──────── EXTRACTED RECORDS
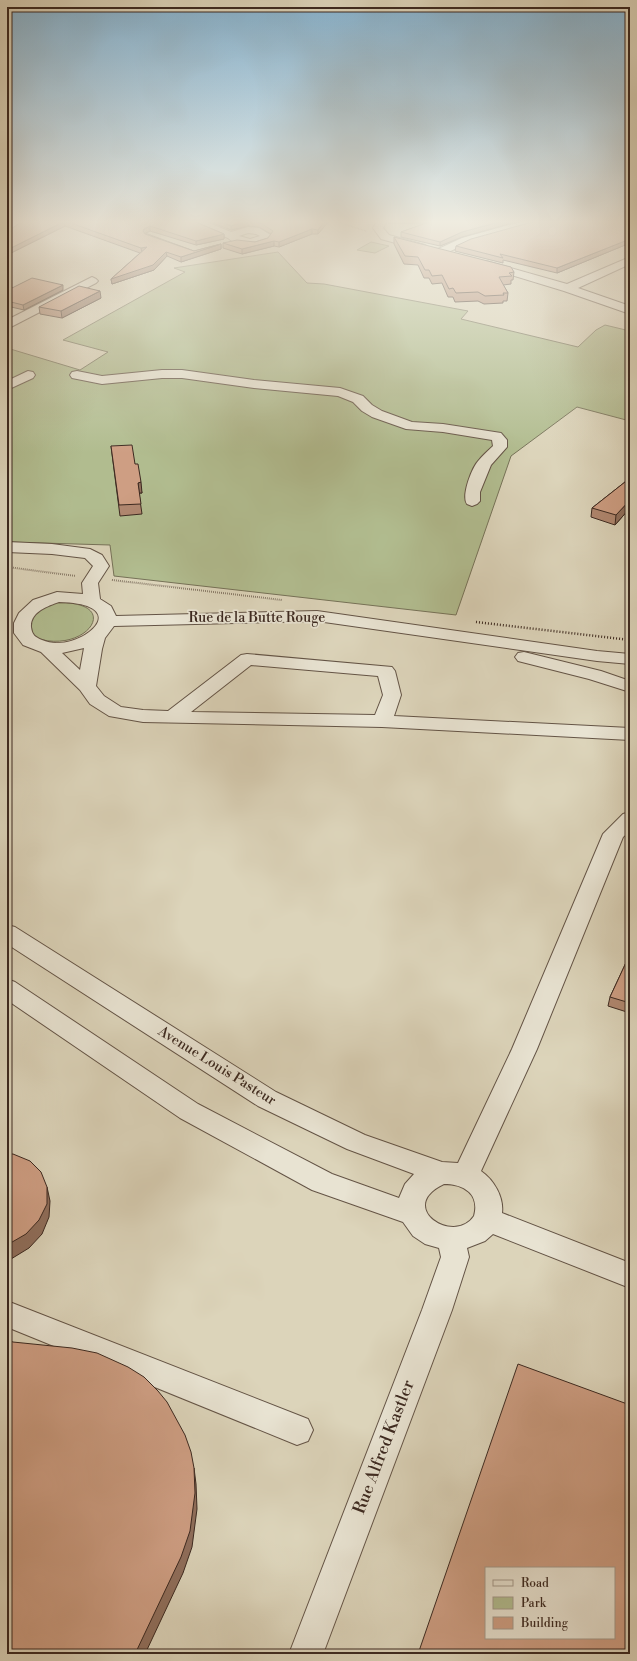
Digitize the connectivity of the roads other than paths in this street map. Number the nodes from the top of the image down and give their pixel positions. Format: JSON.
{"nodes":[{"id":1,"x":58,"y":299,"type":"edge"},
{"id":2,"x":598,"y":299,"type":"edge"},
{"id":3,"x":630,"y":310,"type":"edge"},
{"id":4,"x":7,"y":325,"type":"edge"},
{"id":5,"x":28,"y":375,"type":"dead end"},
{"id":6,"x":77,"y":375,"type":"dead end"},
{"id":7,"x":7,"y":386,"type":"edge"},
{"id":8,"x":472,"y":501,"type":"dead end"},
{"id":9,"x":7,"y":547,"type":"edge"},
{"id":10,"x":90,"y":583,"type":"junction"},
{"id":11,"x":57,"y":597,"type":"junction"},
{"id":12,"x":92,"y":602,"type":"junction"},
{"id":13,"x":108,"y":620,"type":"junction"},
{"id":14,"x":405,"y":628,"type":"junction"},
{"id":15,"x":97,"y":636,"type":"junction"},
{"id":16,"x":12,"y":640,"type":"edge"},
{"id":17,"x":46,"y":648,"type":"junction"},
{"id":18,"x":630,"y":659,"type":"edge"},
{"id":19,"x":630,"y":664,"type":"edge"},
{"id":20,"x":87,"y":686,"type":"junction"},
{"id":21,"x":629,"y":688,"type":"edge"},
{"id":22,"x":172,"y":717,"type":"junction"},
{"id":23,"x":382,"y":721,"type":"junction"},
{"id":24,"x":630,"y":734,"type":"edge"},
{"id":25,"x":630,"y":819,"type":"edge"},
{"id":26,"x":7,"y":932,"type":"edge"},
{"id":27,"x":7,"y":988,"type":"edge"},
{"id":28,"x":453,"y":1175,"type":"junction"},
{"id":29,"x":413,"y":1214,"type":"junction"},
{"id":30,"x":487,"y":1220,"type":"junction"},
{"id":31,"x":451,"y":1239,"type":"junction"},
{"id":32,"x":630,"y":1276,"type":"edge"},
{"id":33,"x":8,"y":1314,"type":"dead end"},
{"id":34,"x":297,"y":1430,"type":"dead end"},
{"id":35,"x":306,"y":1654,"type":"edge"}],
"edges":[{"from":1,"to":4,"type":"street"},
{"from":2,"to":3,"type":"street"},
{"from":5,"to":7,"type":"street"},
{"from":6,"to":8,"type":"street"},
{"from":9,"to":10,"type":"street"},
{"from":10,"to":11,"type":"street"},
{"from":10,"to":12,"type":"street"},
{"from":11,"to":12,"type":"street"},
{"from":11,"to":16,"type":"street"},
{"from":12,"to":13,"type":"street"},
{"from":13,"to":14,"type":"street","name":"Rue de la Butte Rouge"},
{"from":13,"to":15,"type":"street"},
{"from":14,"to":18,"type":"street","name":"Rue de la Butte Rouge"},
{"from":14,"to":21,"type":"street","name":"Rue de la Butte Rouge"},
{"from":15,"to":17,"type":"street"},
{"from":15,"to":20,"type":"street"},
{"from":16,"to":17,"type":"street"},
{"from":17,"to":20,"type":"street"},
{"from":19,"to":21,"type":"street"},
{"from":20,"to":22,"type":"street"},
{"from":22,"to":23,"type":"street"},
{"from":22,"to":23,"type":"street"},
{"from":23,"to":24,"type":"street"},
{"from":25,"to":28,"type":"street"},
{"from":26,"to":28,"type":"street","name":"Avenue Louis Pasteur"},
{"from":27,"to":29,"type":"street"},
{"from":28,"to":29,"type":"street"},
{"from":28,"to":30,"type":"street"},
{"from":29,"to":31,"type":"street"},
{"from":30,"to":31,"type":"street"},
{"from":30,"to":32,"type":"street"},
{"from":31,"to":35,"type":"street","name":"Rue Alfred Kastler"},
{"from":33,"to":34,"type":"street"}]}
────────────────
Copy out all the data above exactly as written. Skip the pictures.

#### [ANSWER TO THE EXERCISE]
Digitize the connectivity of the roads other than paths in this street map. Number the nodes from the top of the image down and give their pixel positions. Format: JSON.
{"nodes":[{"id":1,"x":58,"y":299,"type":"edge"},
{"id":2,"x":598,"y":299,"type":"edge"},
{"id":3,"x":630,"y":310,"type":"edge"},
{"id":4,"x":7,"y":325,"type":"edge"},
{"id":5,"x":28,"y":375,"type":"dead end"},
{"id":6,"x":77,"y":375,"type":"dead end"},
{"id":7,"x":7,"y":386,"type":"edge"},
{"id":8,"x":472,"y":501,"type":"dead end"},
{"id":9,"x":7,"y":547,"type":"edge"},
{"id":10,"x":90,"y":583,"type":"junction"},
{"id":11,"x":57,"y":597,"type":"junction"},
{"id":12,"x":92,"y":602,"type":"junction"},
{"id":13,"x":108,"y":620,"type":"junction"},
{"id":14,"x":405,"y":628,"type":"junction"},
{"id":15,"x":97,"y":636,"type":"junction"},
{"id":16,"x":12,"y":640,"type":"edge"},
{"id":17,"x":46,"y":648,"type":"junction"},
{"id":18,"x":630,"y":659,"type":"edge"},
{"id":19,"x":630,"y":664,"type":"edge"},
{"id":20,"x":87,"y":686,"type":"junction"},
{"id":21,"x":629,"y":688,"type":"edge"},
{"id":22,"x":172,"y":717,"type":"junction"},
{"id":23,"x":382,"y":721,"type":"junction"},
{"id":24,"x":630,"y":734,"type":"edge"},
{"id":25,"x":630,"y":819,"type":"edge"},
{"id":26,"x":7,"y":932,"type":"edge"},
{"id":27,"x":7,"y":988,"type":"edge"},
{"id":28,"x":453,"y":1175,"type":"junction"},
{"id":29,"x":413,"y":1214,"type":"junction"},
{"id":30,"x":487,"y":1220,"type":"junction"},
{"id":31,"x":451,"y":1239,"type":"junction"},
{"id":32,"x":630,"y":1276,"type":"edge"},
{"id":33,"x":8,"y":1314,"type":"dead end"},
{"id":34,"x":297,"y":1430,"type":"dead end"},
{"id":35,"x":306,"y":1654,"type":"edge"}],
"edges":[{"from":1,"to":4,"type":"street"},
{"from":2,"to":3,"type":"street"},
{"from":5,"to":7,"type":"street"},
{"from":6,"to":8,"type":"street"},
{"from":9,"to":10,"type":"street"},
{"from":10,"to":11,"type":"street"},
{"from":10,"to":12,"type":"street"},
{"from":11,"to":12,"type":"street"},
{"from":11,"to":16,"type":"street"},
{"from":12,"to":13,"type":"street"},
{"from":13,"to":14,"type":"street","name":"Rue de la Butte Rouge"},
{"from":13,"to":15,"type":"street"},
{"from":14,"to":18,"type":"street","name":"Rue de la Butte Rouge"},
{"from":14,"to":21,"type":"street","name":"Rue de la Butte Rouge"},
{"from":15,"to":17,"type":"street"},
{"from":15,"to":20,"type":"street"},
{"from":16,"to":17,"type":"street"},
{"from":17,"to":20,"type":"street"},
{"from":19,"to":21,"type":"street"},
{"from":20,"to":22,"type":"street"},
{"from":22,"to":23,"type":"street"},
{"from":22,"to":23,"type":"street"},
{"from":23,"to":24,"type":"street"},
{"from":25,"to":28,"type":"street"},
{"from":26,"to":28,"type":"street","name":"Avenue Louis Pasteur"},
{"from":27,"to":29,"type":"street"},
{"from":28,"to":29,"type":"street"},
{"from":28,"to":30,"type":"street"},
{"from":29,"to":31,"type":"street"},
{"from":30,"to":31,"type":"street"},
{"from":30,"to":32,"type":"street"},
{"from":31,"to":35,"type":"street","name":"Rue Alfred Kastler"},
{"from":33,"to":34,"type":"street"}]}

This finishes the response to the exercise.